Some malls now offer more than just the GAP and Borders, a few around the country are beginning to offer cosmetic procedures, such as Botox injections.
One of the companies in the $12-billion-per-year industry is Klinger Advanced Aesthetics, which offers medical cosmetic procedures in addition to full-service beauty treatments in malls, eliciting a strong response from students at SF State.
"I think it's a shame that people aren't more comfortable with themselves," said 26-year-old German grad student Bryan Aja. "I think of beauty in other ways besides facelifts, which is essentially what Botox is."
But there is also concern for the blurring of the line between medical and cosmetic procedures. Nurse practitioners are trained to give the injections in the mall-based medical offices, according to a New York Times article on Oct. 24.

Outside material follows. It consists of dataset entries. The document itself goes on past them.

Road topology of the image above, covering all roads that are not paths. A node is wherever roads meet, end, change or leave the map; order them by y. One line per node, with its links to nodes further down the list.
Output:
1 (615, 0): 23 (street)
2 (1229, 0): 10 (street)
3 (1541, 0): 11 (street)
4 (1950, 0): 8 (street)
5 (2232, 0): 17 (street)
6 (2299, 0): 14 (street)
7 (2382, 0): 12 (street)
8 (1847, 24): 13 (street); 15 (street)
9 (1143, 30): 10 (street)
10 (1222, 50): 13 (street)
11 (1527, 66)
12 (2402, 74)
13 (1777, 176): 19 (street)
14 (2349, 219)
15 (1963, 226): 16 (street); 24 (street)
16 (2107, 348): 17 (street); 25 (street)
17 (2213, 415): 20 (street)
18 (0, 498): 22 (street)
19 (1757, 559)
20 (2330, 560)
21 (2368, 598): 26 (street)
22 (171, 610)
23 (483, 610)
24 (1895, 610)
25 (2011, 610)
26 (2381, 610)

"Even if people want to change something, I would not recommend going to a mall," said SF State health educator Kamal Harb. "If somebody wants to do cosmetic surgery, they have to research the doctor, the background, how many surgeries the doctor has performed. I don't know how people can trust somebody in a mall."
But liberal studies major Hudson Soule, 22, says that location shouldn’t affect a person’s choice in obtaining the cosmetic procedure.

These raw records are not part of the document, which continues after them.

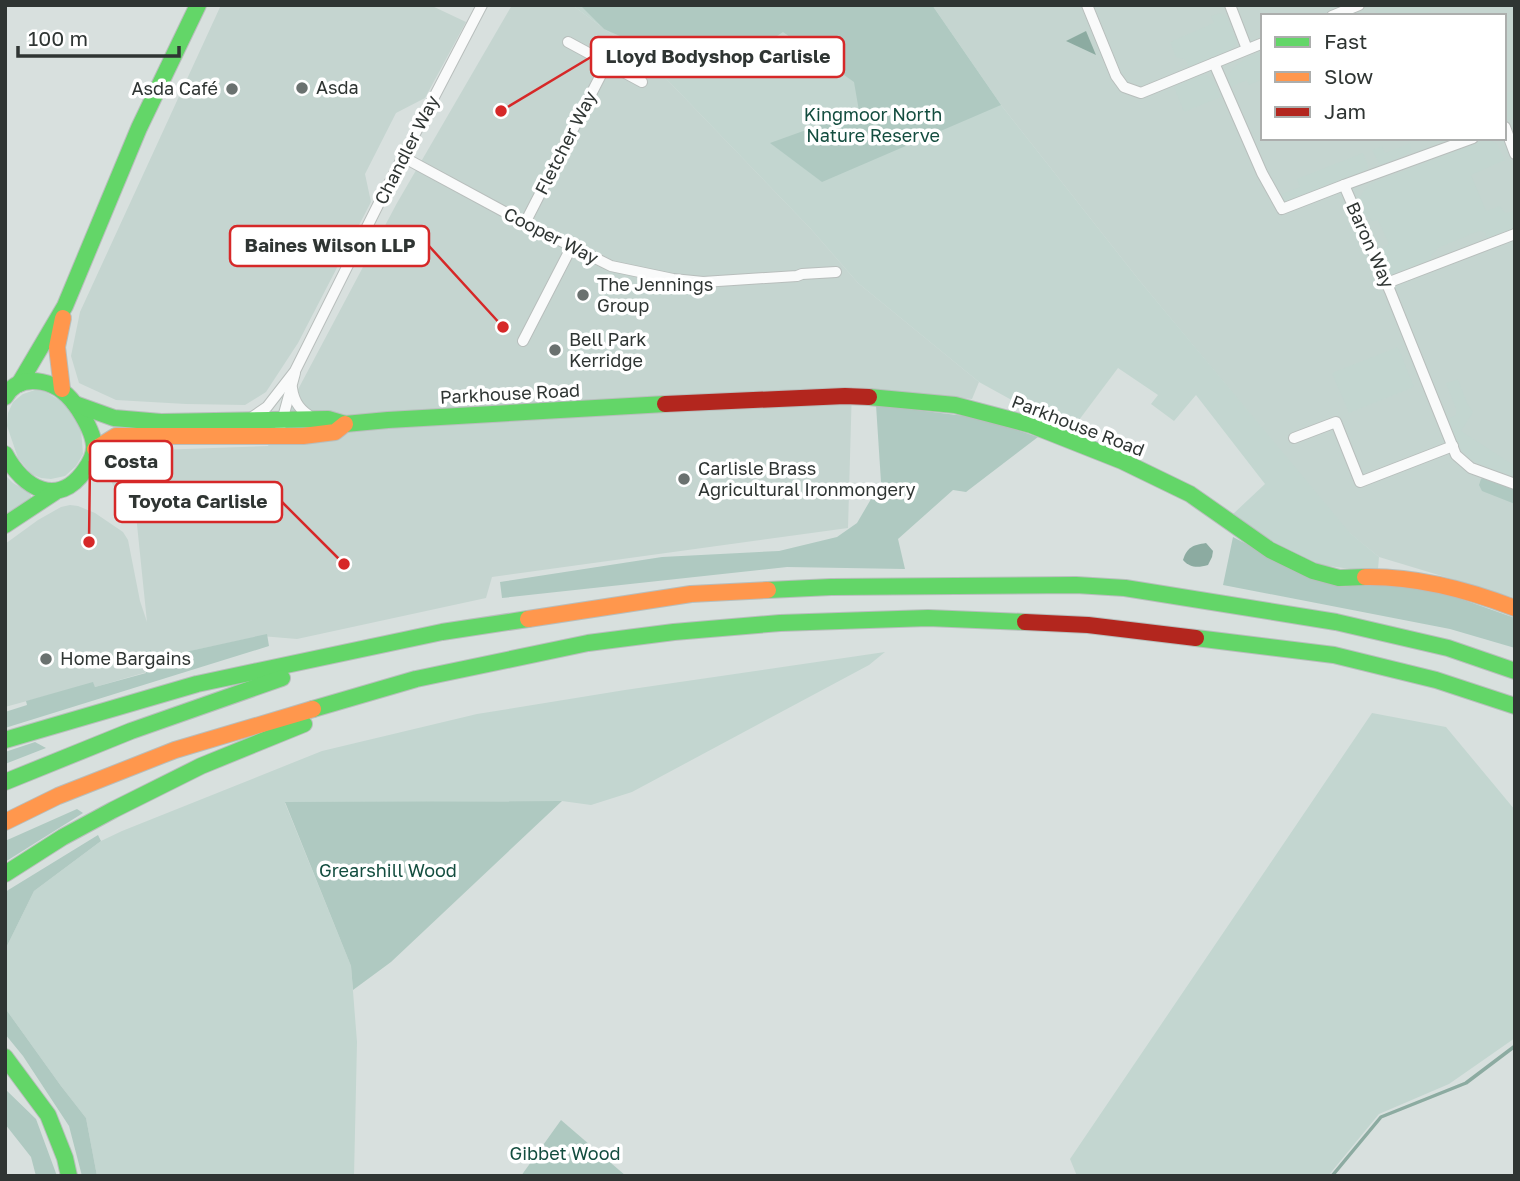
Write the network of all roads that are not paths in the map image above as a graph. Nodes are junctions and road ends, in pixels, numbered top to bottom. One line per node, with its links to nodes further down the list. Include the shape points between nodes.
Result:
1 (198, 5): 23 (main road, via 139,128)
2 (482, 5): 16 (street, Chandler Way)
3 (1087, 5): 11 (street, via 1124,87 1141,93)
4 (1230, 5): 9 (street)
5 (1359, 5): 6 (street)
6 (1337, 14)
7 (568, 42): 10 (street)
8 (1261, 44): 9 (street)
9 (1247, 49): 11 (street)
10 (607, 63): 12 (street); 18 (street, Fletcher Way)
11 (1214, 63): 17 (street, Baron Way, via 1282,209)
12 (642, 82)
13 (1508, 125): 15 (street)
14 (1468, 140): 17 (street)
15 (1515, 154)
16 (403, 157): 18 (street, Cooper Way); 25 (street, Chandler Way)
17 (1344, 185): 22 (street, Baron Way)
18 (525, 223): 20 (street, Cooper Way)
19 (1515, 234): 22 (street)
20 (572, 246): 21 (street, Cooper Way, via 611,266 703,282); 24 (street)
21 (836, 272)
22 (1387, 283): 34 (street, Baron Way)
23 (65, 306): 27 (main road); 28 (main road, via 57,347)
24 (523, 341)
25 (295, 371): 26 (street, Chandler Way); 31 (street, Chandler Way)
26 (292, 388): 30 (street, via 296,404); 31 (street, Chandler Way)
27 (10, 389): 28 (main road, via 31,381)
28 (62, 389): 29 (main road)
29 (75, 404): 31 (main road, Parkhouse Road, via 114,418 160,422); 35 (main road)
30 (314, 419): 31 (main road, Parkhouse Road); 32 (main road, Parkhouse Road)
31 (274, 421): 32 (main road, Parkhouse Road, via 303,436 335,432); 35 (main road, Parkhouse Road, via 116,436)
32 (345, 424): 40 (main road, Parkhouse Road, via 845,396 955,405 1031,425 1122,461 1190,494 1270,550 1313,571 1339,578 1386,577 1436,584)
33 (1294, 438): 34 (street, via 1336,422 1360,482)
34 (1453, 446): 37 (street, Baron Way, via 1471,468)
35 (95, 449): 38 (main road, via 83,474)
36 (5, 454): 38 (main road, via 15,471 33,486)
37 (1515, 484)
38 (55, 492): 39 (main road)
39 (5, 525)
40 (1515, 608)
41 (360, 650): 42 (main road, via 442,632 691,594 831,587 1076,585 1125,588 1336,622 1448,648); 45 (main road, via 197,684); 46 (main road, via 131,731)
42 (1515, 671)
43 (416, 679): 44 (main road, via 588,643 662,634 780,623 928,618 1088,625 1334,655 1436,680); 47 (main road, via 175,750); 48 (main road, via 201,766 63,837)
44 (1515, 706)
45 (5, 740)
46 (5, 782)
47 (5, 821)
48 (5, 874)
49 (5, 1057): 51 (main road)
50 (5, 1076): 51 (main road)
51 (27, 1086): 52 (main road, via 48,1115)
52 (69, 1176)

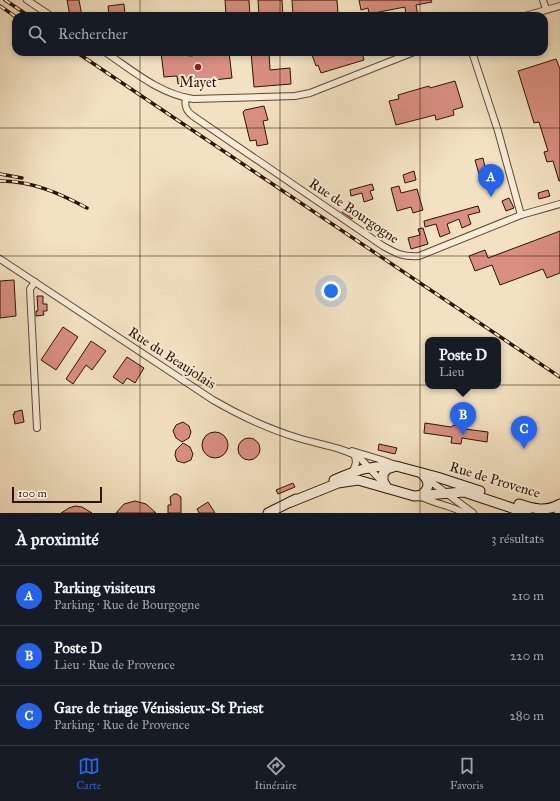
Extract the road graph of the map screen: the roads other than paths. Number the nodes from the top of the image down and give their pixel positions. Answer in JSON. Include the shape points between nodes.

“I’d never do it,” he said. “But if I wanted to, I wouldn’t care where I’d get it done.”
Business major Melissa Bernal-Silva, 20, said she would never have such a procedure, much less in a mall.
"I think it's kind of creepy because you're making something that, at one point, for whatever reasons, was for medical purposes and they're changing it into something that is purely superficial," she said.
It's also a concern for some that by offering cosmetic procedures in a mall, the standard of beauty is being raised to impossible levels.
"If you look at magazines, we are bombarded with so many images of how the ideal body should look like, how a person should look like, what the standards of beauty are," Harb said. "You look at magazines, television, movies, everywhere, people are bombarded by the ideal of what is beautiful. The ideal is so hard to get."
Bernal-Silva agrees.
"In a social sense, you're making something that was not readily available now available to mass populations," she said. "So that will bump up the standards of what people are 'supposed' to look like, and that takes away the individuality that I think people should pride themselves on having."